=== Begin Enclosure ===

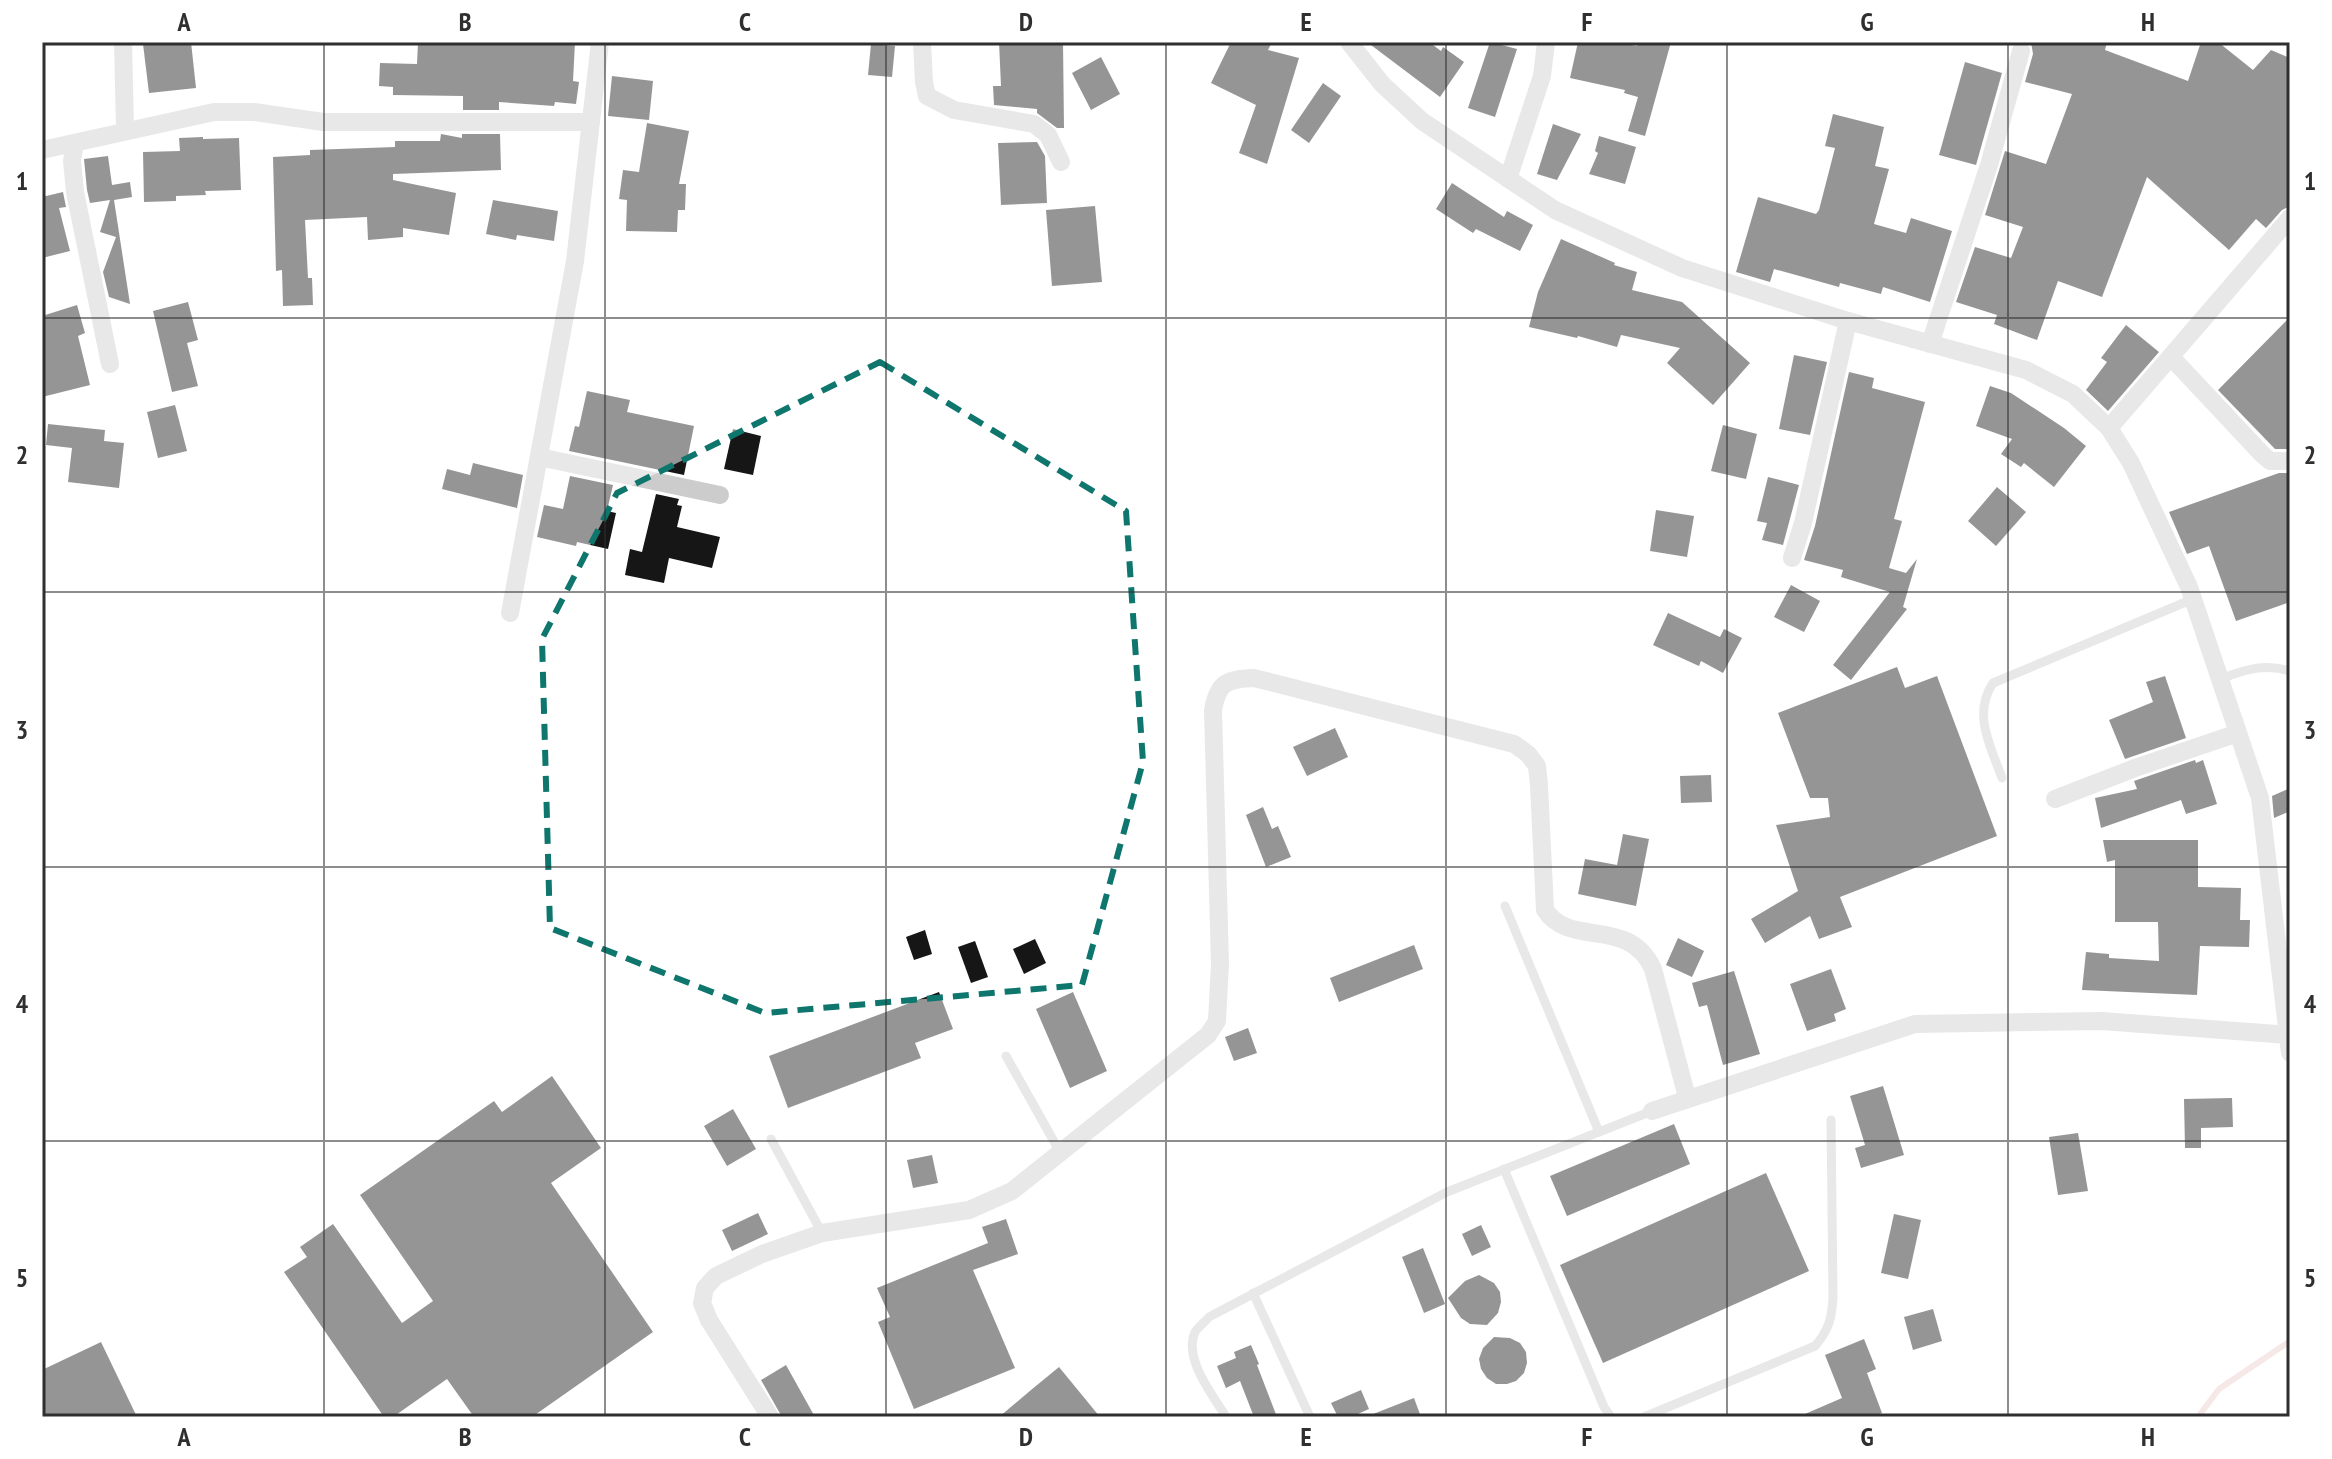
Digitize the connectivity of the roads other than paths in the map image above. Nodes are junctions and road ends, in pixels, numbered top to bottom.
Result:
1 (123, 42) edge
2 (600, 42) edge
3 (922, 42) edge
4 (1349, 42) edge
5 (1546, 42) edge
6 (2021, 51) dead end
7 (591, 122) junction
8 (125, 129) junction
9 (75, 143) junction
10 (42, 150) edge
11 (1061, 162) dead end
12 (1508, 179) junction
13 (2290, 218) edge
14 (1848, 321) junction
15 (1930, 344) junction
16 (2171, 357) junction
17 (110, 364) dead end
18 (2109, 428) junction
19 (539, 457) junction
20 (2290, 461) edge
21 (720, 495) dead end
22 (1792, 558) dead end
23 (2193, 599) junction
24 (510, 613) dead end
25 (2290, 671) edge
26 (2220, 679) junction
27 (2238, 733) junction
28 (2002, 778) dead end
29 (2055, 799) dead end
30 (1505, 906) dead end
31 (2289, 1041) edge
32 (1006, 1056) dead end
33 (1687, 1097) junction
34 (1652, 1111) joint
35 (1831, 1120) dead end
36 (1599, 1132) junction
37 (771, 1139) dead end
38 (1061, 1154) junction
39 (1504, 1169) junction
40 (822, 1233) junction
41 (1253, 1293) junction
42 (770, 1417) edge
43 (1226, 1417) edge
44 (1310, 1417) edge
45 (1611, 1417) edge
46 (1644, 1417) edge

1 - 8 street
2 - 7 street
3 - 11 street
4 - 12 street
5 - 12 street
6 - 15 street
7 - 8 street
7 - 19 street
8 - 9 street
9 - 10 street
9 - 17 street
12 - 14 street
13 - 16 street
14 - 15 street
14 - 22 street
15 - 18 street
16 - 18 street
16 - 20 street
18 - 23 street
19 - 21 street
19 - 24 street
23 - 26 street
23 - 28 lane
25 - 26 lane
26 - 27 street
27 - 29 street
27 - 31 street
30 - 36 lane
31 - 33 street
32 - 38 lane
33 - 34 street
33 - 38 street
34 - 36 lane
35 - 46 lane
36 - 39 lane
37 - 40 lane
38 - 40 street
39 - 41 lane
39 - 45 lane
40 - 42 street
41 - 43 lane
41 - 44 lane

=== End Enclosure ===

- **Exercise details**
From the entries above, copy out every line where the string "dead" appears.

- **Answer section**
6 (2021, 51) dead end
11 (1061, 162) dead end
17 (110, 364) dead end
21 (720, 495) dead end
22 (1792, 558) dead end
24 (510, 613) dead end
28 (2002, 778) dead end
29 (2055, 799) dead end
30 (1505, 906) dead end
32 (1006, 1056) dead end
35 (1831, 1120) dead end
37 (771, 1139) dead end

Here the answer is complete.